Retype the entries exactly. Include every line.

▶ _Collected data_:
---*---
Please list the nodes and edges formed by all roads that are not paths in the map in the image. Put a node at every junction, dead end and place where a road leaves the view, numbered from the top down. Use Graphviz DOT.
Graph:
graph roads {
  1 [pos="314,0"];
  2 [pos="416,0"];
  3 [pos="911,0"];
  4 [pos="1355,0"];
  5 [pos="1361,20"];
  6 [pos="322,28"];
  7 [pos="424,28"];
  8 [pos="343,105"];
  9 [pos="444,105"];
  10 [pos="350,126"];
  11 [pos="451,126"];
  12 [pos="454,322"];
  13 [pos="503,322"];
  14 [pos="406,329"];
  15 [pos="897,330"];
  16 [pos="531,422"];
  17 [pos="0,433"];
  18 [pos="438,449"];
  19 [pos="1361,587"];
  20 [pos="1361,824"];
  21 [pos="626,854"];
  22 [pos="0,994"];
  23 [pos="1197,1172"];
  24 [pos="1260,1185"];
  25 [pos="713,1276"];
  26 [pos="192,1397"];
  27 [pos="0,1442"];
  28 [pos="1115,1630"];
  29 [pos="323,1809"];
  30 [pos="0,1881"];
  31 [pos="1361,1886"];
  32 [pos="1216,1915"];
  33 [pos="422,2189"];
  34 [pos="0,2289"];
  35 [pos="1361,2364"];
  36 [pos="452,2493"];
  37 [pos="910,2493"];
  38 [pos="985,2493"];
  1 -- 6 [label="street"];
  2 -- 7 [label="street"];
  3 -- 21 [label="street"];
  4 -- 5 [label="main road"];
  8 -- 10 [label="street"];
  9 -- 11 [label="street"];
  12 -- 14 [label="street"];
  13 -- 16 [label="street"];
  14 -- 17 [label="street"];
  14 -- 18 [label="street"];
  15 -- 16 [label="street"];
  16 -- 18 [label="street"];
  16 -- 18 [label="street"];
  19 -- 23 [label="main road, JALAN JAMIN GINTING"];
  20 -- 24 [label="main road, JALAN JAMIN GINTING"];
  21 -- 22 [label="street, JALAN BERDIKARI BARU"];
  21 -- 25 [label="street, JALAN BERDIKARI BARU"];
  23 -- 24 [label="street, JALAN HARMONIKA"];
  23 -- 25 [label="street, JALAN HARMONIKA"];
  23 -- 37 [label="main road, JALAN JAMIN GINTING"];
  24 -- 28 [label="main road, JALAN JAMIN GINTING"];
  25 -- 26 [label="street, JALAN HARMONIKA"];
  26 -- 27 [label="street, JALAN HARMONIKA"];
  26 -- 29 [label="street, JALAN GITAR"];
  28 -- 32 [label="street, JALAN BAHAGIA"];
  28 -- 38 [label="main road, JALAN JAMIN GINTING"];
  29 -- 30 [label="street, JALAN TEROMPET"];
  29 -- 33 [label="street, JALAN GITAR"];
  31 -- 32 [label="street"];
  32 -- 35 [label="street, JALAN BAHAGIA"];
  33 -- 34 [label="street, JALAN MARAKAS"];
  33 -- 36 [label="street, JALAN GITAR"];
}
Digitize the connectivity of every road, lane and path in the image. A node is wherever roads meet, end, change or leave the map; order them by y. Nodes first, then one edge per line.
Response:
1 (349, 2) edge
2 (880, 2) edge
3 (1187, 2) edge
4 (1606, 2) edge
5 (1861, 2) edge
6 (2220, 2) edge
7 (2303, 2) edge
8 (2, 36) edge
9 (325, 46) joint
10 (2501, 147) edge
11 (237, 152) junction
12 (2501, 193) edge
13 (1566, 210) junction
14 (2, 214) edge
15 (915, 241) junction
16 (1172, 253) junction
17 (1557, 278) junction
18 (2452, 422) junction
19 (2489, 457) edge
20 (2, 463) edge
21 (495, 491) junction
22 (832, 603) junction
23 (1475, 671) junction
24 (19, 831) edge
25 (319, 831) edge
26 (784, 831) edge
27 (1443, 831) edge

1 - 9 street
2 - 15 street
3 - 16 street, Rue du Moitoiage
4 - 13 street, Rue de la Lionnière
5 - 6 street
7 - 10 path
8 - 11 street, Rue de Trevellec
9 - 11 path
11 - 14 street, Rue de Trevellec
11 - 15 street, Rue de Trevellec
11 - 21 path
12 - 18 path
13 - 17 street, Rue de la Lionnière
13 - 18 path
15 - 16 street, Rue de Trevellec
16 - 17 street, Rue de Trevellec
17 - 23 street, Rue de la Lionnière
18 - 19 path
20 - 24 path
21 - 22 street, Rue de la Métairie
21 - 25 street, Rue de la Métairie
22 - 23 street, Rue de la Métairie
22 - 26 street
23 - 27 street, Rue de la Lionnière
---*---
▶ _OUTPUT BELOW_:
Please list the nodes and edges formed by all roads that are not paths in the map in the image. Put a node at every junction, dead end and place where a road leaves the view, numbered from the top down. Use Graphviz DOT.
Graph:
graph roads {
  1 [pos="314,0"];
  2 [pos="416,0"];
  3 [pos="911,0"];
  4 [pos="1355,0"];
  5 [pos="1361,20"];
  6 [pos="322,28"];
  7 [pos="424,28"];
  8 [pos="343,105"];
  9 [pos="444,105"];
  10 [pos="350,126"];
  11 [pos="451,126"];
  12 [pos="454,322"];
  13 [pos="503,322"];
  14 [pos="406,329"];
  15 [pos="897,330"];
  16 [pos="531,422"];
  17 [pos="0,433"];
  18 [pos="438,449"];
  19 [pos="1361,587"];
  20 [pos="1361,824"];
  21 [pos="626,854"];
  22 [pos="0,994"];
  23 [pos="1197,1172"];
  24 [pos="1260,1185"];
  25 [pos="713,1276"];
  26 [pos="192,1397"];
  27 [pos="0,1442"];
  28 [pos="1115,1630"];
  29 [pos="323,1809"];
  30 [pos="0,1881"];
  31 [pos="1361,1886"];
  32 [pos="1216,1915"];
  33 [pos="422,2189"];
  34 [pos="0,2289"];
  35 [pos="1361,2364"];
  36 [pos="452,2493"];
  37 [pos="910,2493"];
  38 [pos="985,2493"];
  1 -- 6 [label="street"];
  2 -- 7 [label="street"];
  3 -- 21 [label="street"];
  4 -- 5 [label="main road"];
  8 -- 10 [label="street"];
  9 -- 11 [label="street"];
  12 -- 14 [label="street"];
  13 -- 16 [label="street"];
  14 -- 17 [label="street"];
  14 -- 18 [label="street"];
  15 -- 16 [label="street"];
  16 -- 18 [label="street"];
  16 -- 18 [label="street"];
  19 -- 23 [label="main road, JALAN JAMIN GINTING"];
  20 -- 24 [label="main road, JALAN JAMIN GINTING"];
  21 -- 22 [label="street, JALAN BERDIKARI BARU"];
  21 -- 25 [label="street, JALAN BERDIKARI BARU"];
  23 -- 24 [label="street, JALAN HARMONIKA"];
  23 -- 25 [label="street, JALAN HARMONIKA"];
  23 -- 37 [label="main road, JALAN JAMIN GINTING"];
  24 -- 28 [label="main road, JALAN JAMIN GINTING"];
  25 -- 26 [label="street, JALAN HARMONIKA"];
  26 -- 27 [label="street, JALAN HARMONIKA"];
  26 -- 29 [label="street, JALAN GITAR"];
  28 -- 32 [label="street, JALAN BAHAGIA"];
  28 -- 38 [label="main road, JALAN JAMIN GINTING"];
  29 -- 30 [label="street, JALAN TEROMPET"];
  29 -- 33 [label="street, JALAN GITAR"];
  31 -- 32 [label="street"];
  32 -- 35 [label="street, JALAN BAHAGIA"];
  33 -- 34 [label="street, JALAN MARAKAS"];
  33 -- 36 [label="street, JALAN GITAR"];
}
Digitize the connectivity of every road, lane and path in the image. A node is wherever roads meet, end, change or leave the map; order them by y. Nodes first, then one edge per line.
Response:
1 (349, 2) edge
2 (880, 2) edge
3 (1187, 2) edge
4 (1606, 2) edge
5 (1861, 2) edge
6 (2220, 2) edge
7 (2303, 2) edge
8 (2, 36) edge
9 (325, 46) joint
10 (2501, 147) edge
11 (237, 152) junction
12 (2501, 193) edge
13 (1566, 210) junction
14 (2, 214) edge
15 (915, 241) junction
16 (1172, 253) junction
17 (1557, 278) junction
18 (2452, 422) junction
19 (2489, 457) edge
20 (2, 463) edge
21 (495, 491) junction
22 (832, 603) junction
23 (1475, 671) junction
24 (19, 831) edge
25 (319, 831) edge
26 (784, 831) edge
27 (1443, 831) edge

1 - 9 street
2 - 15 street
3 - 16 street, Rue du Moitoiage
4 - 13 street, Rue de la Lionnière
5 - 6 street
7 - 10 path
8 - 11 street, Rue de Trevellec
9 - 11 path
11 - 14 street, Rue de Trevellec
11 - 15 street, Rue de Trevellec
11 - 21 path
12 - 18 path
13 - 17 street, Rue de la Lionnière
13 - 18 path
15 - 16 street, Rue de Trevellec
16 - 17 street, Rue de Trevellec
17 - 23 street, Rue de la Lionnière
18 - 19 path
20 - 24 path
21 - 22 street, Rue de la Métairie
21 - 25 street, Rue de la Métairie
22 - 23 street, Rue de la Métairie
22 - 26 street
23 - 27 street, Rue de la Lionnière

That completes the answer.